Comme on l’a déjà vu plus haut, une grande prudence est de mise dans l’utilisation de la notion de préjudice moral. Avant même de considérer juridiquement l’existence du préjudice, il est nécessaire de déterminer si les trois conditions de mise en œuvre de la responsabilité sont réunies (fait générateur, dommage et lien de causalité) et qu’il est possible de les démontrer. Le fait générateur serait la discrimination elle-même, telle que prévue et réprimée par l’article 225-1 du Code pénal : « Constitue une discrimination toute distinction opérée entre les personnes physiques sur le fondement de leur origine, de leur sexe, de leur situation de famille, de leur grossesse, de leur apparence physique, de la particulière vulnérabilité résultant de leur situation économique, apparente ou connue de son auteur, de leur patronyme, de leur lieu de résidence, de leur état de santé, de leur perte d’autonomie, de leur handicap… ». Mais encore faut-il le prouver et l’établir ! Et rien n’est moins évident dans la pratique. Montrer la corrélation entre handicap et refus d’embauche peut s’avérer extrêmement ardu. On voit très rarement écrit explicitement que la seule cause du refus est le handicap du candidat. Comment alors démontrer que la personne évincée était meilleure, plus compétente, plus adaptée ou avait plus d’expérience que le candidat finalement choisi à sa place ? Et l’employeur n’a-t-il pas aussi le droit de préférer, sans qu’il soit question de handicap, un candidat plutôt qu’un autre ?

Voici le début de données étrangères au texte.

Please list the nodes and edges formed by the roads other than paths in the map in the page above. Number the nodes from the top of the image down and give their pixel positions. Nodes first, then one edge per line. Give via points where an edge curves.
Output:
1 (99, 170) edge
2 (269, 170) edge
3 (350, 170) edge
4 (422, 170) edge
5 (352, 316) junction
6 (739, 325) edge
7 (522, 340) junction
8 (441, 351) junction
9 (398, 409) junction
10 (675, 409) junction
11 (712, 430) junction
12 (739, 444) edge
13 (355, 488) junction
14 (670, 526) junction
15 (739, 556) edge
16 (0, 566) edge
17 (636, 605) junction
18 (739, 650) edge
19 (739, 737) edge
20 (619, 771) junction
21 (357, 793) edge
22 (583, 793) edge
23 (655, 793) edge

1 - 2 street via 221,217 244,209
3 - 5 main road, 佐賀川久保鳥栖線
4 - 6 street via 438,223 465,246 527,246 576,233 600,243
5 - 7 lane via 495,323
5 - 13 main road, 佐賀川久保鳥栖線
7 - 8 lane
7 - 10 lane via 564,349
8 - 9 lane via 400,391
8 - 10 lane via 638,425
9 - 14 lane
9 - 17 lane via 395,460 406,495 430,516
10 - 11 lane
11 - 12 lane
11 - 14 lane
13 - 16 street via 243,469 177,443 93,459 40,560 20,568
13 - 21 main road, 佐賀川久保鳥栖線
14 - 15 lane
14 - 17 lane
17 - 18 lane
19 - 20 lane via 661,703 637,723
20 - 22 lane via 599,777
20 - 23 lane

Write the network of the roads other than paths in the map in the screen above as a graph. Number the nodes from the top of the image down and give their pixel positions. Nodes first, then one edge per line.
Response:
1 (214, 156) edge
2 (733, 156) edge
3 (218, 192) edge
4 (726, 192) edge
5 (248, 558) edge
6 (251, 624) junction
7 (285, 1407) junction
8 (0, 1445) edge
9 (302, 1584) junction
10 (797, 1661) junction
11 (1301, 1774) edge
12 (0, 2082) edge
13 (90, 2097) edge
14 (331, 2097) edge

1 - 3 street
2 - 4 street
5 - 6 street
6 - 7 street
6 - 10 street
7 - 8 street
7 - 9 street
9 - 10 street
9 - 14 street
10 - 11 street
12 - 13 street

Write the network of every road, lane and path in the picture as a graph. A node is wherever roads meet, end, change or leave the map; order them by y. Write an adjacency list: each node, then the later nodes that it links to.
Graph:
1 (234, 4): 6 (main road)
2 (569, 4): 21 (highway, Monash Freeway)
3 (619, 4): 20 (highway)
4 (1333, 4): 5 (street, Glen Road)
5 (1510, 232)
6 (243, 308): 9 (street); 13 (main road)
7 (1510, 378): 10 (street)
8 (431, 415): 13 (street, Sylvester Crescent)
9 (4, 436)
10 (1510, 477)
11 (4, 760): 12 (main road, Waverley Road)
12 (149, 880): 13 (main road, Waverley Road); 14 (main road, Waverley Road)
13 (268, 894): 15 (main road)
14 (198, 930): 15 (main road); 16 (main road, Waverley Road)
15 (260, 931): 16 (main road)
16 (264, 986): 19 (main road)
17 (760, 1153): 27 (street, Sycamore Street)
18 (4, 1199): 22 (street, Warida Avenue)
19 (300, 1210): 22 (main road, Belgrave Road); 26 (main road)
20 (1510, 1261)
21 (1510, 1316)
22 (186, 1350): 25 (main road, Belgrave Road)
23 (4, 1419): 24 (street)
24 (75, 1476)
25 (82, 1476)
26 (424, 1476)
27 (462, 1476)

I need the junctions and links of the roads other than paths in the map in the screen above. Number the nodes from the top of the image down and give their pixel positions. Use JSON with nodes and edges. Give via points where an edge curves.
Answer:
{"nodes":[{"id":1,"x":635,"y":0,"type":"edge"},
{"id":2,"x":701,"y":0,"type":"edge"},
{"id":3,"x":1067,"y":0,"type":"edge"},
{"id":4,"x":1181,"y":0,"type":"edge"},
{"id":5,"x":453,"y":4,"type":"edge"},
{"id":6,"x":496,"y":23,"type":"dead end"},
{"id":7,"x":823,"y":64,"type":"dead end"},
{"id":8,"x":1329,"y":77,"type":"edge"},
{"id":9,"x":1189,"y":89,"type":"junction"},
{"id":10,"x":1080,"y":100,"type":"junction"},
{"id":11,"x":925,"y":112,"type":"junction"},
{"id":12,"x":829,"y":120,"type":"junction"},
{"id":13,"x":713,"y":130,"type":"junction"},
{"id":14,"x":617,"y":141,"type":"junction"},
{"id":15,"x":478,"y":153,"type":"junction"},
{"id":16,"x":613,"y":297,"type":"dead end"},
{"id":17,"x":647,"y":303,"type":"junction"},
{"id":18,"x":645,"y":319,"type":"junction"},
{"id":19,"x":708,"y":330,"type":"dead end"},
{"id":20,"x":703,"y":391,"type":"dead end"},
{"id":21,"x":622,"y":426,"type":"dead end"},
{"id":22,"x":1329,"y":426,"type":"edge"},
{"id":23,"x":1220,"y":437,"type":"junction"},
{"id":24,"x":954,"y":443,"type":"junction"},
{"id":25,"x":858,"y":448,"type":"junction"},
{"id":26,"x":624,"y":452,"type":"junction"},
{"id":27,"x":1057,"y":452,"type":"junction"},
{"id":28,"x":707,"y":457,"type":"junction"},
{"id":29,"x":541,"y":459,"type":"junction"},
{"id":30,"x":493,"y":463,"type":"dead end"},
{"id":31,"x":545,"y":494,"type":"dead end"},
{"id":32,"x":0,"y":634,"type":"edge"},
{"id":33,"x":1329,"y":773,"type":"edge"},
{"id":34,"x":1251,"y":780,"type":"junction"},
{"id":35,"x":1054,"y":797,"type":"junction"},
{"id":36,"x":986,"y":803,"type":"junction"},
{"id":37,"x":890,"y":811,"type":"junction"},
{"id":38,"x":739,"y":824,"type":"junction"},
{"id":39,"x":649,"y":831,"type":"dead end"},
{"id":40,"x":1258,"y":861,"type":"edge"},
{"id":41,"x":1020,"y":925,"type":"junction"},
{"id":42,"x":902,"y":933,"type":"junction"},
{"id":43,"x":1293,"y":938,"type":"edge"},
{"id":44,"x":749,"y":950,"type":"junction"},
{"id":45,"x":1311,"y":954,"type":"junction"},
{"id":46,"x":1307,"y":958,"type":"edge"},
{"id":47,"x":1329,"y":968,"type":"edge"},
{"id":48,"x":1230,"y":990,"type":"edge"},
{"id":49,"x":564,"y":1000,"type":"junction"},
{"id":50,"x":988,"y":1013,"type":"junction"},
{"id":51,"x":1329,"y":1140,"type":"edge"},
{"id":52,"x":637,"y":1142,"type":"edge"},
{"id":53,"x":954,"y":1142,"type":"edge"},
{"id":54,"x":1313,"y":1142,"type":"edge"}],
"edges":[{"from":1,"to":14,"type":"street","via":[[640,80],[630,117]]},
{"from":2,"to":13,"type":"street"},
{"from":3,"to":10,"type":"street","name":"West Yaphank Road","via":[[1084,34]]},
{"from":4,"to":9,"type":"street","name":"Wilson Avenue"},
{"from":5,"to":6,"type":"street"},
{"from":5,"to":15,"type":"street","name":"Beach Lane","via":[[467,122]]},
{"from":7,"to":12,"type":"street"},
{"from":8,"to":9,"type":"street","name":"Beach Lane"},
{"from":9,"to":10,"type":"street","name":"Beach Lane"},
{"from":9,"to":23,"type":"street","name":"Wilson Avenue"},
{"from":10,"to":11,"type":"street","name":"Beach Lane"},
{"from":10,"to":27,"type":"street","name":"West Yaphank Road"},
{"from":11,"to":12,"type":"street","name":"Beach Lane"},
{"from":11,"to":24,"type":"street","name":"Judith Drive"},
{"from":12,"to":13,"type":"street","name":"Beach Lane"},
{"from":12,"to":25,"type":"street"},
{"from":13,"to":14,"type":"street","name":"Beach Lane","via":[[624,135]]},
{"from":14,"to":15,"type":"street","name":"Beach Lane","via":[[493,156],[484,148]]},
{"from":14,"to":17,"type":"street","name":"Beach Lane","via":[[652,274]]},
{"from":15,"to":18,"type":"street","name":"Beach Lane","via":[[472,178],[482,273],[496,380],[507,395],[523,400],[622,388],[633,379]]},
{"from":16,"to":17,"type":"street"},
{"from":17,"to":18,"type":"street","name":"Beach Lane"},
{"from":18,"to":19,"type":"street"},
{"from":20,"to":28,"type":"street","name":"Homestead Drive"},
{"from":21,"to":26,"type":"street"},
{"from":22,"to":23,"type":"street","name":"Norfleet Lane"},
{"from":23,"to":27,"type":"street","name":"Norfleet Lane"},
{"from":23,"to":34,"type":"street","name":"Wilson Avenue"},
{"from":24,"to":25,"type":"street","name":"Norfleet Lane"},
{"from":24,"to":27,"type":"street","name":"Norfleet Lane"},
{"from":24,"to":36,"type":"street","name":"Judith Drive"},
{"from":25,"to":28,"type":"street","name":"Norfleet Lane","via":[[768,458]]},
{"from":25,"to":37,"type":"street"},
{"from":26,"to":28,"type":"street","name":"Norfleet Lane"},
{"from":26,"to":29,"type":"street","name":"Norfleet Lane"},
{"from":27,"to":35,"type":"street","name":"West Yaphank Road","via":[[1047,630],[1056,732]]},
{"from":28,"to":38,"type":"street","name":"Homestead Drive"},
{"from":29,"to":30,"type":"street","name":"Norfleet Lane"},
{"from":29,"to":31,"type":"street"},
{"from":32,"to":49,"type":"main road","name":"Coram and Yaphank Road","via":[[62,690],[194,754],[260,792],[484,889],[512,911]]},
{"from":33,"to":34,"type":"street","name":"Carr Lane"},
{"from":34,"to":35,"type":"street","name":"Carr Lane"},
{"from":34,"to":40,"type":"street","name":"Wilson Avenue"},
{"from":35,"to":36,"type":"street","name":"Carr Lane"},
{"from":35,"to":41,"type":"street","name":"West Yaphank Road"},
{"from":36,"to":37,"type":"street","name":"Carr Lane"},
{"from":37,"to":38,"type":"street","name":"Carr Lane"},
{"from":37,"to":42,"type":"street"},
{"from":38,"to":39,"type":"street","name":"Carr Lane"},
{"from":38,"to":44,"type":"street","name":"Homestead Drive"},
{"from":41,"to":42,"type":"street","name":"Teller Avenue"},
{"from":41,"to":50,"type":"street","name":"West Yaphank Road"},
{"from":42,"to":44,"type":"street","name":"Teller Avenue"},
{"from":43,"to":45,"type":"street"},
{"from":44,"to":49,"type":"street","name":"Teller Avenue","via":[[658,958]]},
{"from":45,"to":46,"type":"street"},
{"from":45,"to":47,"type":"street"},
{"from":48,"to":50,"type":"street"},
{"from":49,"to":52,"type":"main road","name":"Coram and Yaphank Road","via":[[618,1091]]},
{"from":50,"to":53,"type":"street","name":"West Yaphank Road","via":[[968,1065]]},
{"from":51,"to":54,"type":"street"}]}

Encore une fois, il est nécessaire de se focaliser d’abord et avant tout sur les éléments objectifs permettant de démontrer l’existence d’une discrimination. Au travail, par exemple, le non-respect des normes d’accessibilité, le refus d’adapter le poste de travail ou les conditions de travail sans que celles-ci n’impactent le fonctionnement de l’entreprise, les modifications unilatérales du contrat de travail rendant impossible ou bien plus difficile l’exécution de sa mission… Ce n’est qu’une fois ce travail réalisé que l’on pourra évoquer les conséquences de la discrimination, le préjudice moral ou non, pour la personne qui en a été la victime.

Le sentiment d’injustice est une chose terrible en soi et révoltante. Lutter contre et rétablir les équilibres sont les fondements même de notre État de droit même s’il est toujours perfectible, dans ses principes comme dans son application. Pour cela, la sanction des infractions, qu’il s’agisse de discriminations ou non, comme la réparation du préjudice, moral ou non, doit reposer sur des éléments objectifs, démontrables, appréciables par un tiers, le juge. Et toujours une grande prudence comme une grande rigueur sont de mises. Il ne peut vraiment en être autrement, sauf à vouloir imposer une dictature judiciaire des sentiments.